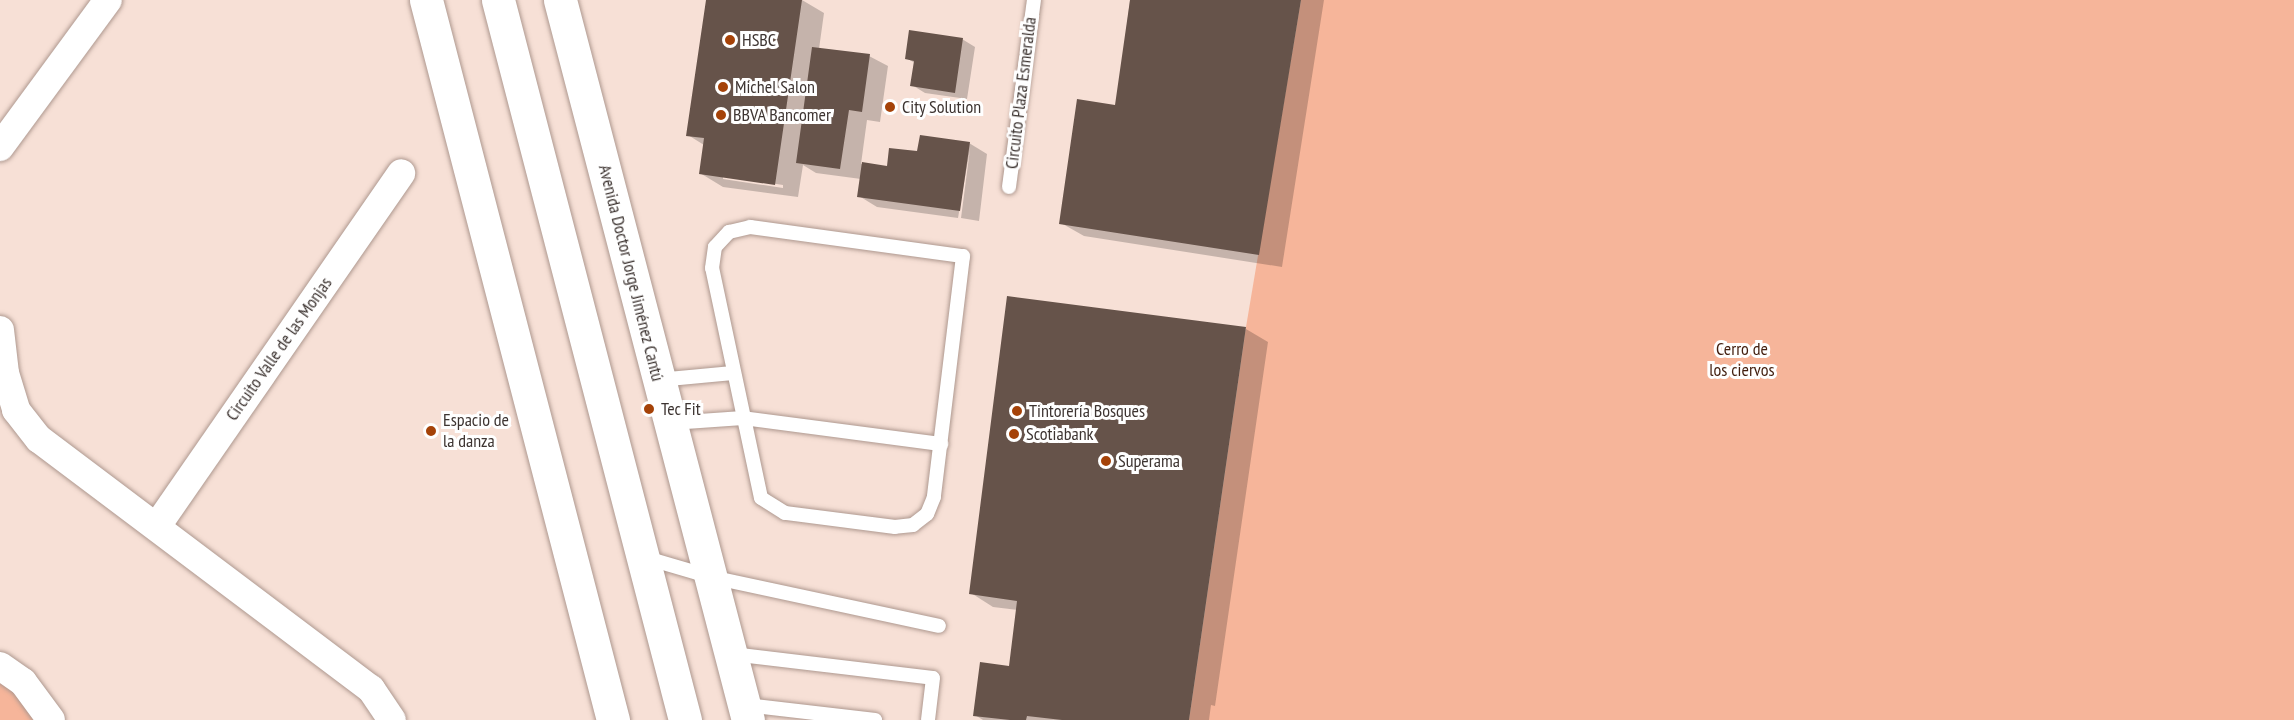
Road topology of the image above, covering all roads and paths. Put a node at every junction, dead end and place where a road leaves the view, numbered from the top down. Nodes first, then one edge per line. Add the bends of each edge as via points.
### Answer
1 (108, 0) edge
2 (426, 0) edge
3 (498, 0) edge
4 (560, 0) edge
5 (1034, 0) edge
6 (0, 147) edge
7 (401, 173) dead end
8 (1009, 187) dead end
9 (0, 330) edge
10 (733, 372) junction
11 (658, 380) junction
12 (744, 418) junction
13 (669, 424) junction
14 (941, 444) junction
15 (156, 526) junction
16 (643, 557) junction
17 (711, 577) junction
18 (939, 626) dead end
19 (731, 654) junction
20 (0, 666) edge
21 (746, 712) edge
22 (51, 720) edge
23 (392, 720) edge
24 (613, 720) edge
25 (685, 720) edge
26 (875, 720) edge
27 (928, 720) edge

1 - 6 street
2 - 24 main road
3 - 16 main road
4 - 11 main road, Avenida Doctor Jorge Jiménez Cantú
5 - 8 lane, Circuito Plaza Esmeralda
7 - 15 street, Circuito Valle de las Monjas
9 - 15 street via 5,372 16,410 39,439
10 - 11 lane
10 - 12 lane
10 - 14 lane via 712,268 715,247 729,232 750,228 963,256
11 - 13 main road, Avenida Doctor Jorge Jiménez Cantú
12 - 13 lane
12 - 14 lane
12 - 14 lane via 755,485 771,508 895,527 913,525 927,514 934,497
13 - 17 main road, Avenida Doctor Jorge Jiménez Cantú
15 - 23 street via 371,689
16 - 17 lane
16 - 25 main road
17 - 18 lane
17 - 19 main road, Avenida Doctor Jorge Jiménez Cantú
19 - 21 main road, Avenida Doctor Jorge Jiménez Cantú
19 - 27 lane via 933,678
20 - 22 street via 23,682
21 - 26 lane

→ Your instructions:
Set down every entry exactly; omit the pictures.

→ Exercise answer:
Road topology of the image above, covering all roads and paths. Put a node at every junction, dead end and place where a road leaves the view, numbered from the top down. Nodes first, then one edge per line. Add the bends of each edge as via points.
### Answer
1 (108, 0) edge
2 (426, 0) edge
3 (498, 0) edge
4 (560, 0) edge
5 (1034, 0) edge
6 (0, 147) edge
7 (401, 173) dead end
8 (1009, 187) dead end
9 (0, 330) edge
10 (733, 372) junction
11 (658, 380) junction
12 (744, 418) junction
13 (669, 424) junction
14 (941, 444) junction
15 (156, 526) junction
16 (643, 557) junction
17 (711, 577) junction
18 (939, 626) dead end
19 (731, 654) junction
20 (0, 666) edge
21 (746, 712) edge
22 (51, 720) edge
23 (392, 720) edge
24 (613, 720) edge
25 (685, 720) edge
26 (875, 720) edge
27 (928, 720) edge

1 - 6 street
2 - 24 main road
3 - 16 main road
4 - 11 main road, Avenida Doctor Jorge Jiménez Cantú
5 - 8 lane, Circuito Plaza Esmeralda
7 - 15 street, Circuito Valle de las Monjas
9 - 15 street via 5,372 16,410 39,439
10 - 11 lane
10 - 12 lane
10 - 14 lane via 712,268 715,247 729,232 750,228 963,256
11 - 13 main road, Avenida Doctor Jorge Jiménez Cantú
12 - 13 lane
12 - 14 lane
12 - 14 lane via 755,485 771,508 895,527 913,525 927,514 934,497
13 - 17 main road, Avenida Doctor Jorge Jiménez Cantú
15 - 23 street via 371,689
16 - 17 lane
16 - 25 main road
17 - 18 lane
17 - 19 main road, Avenida Doctor Jorge Jiménez Cantú
19 - 21 main road, Avenida Doctor Jorge Jiménez Cantú
19 - 27 lane via 933,678
20 - 22 street via 23,682
21 - 26 lane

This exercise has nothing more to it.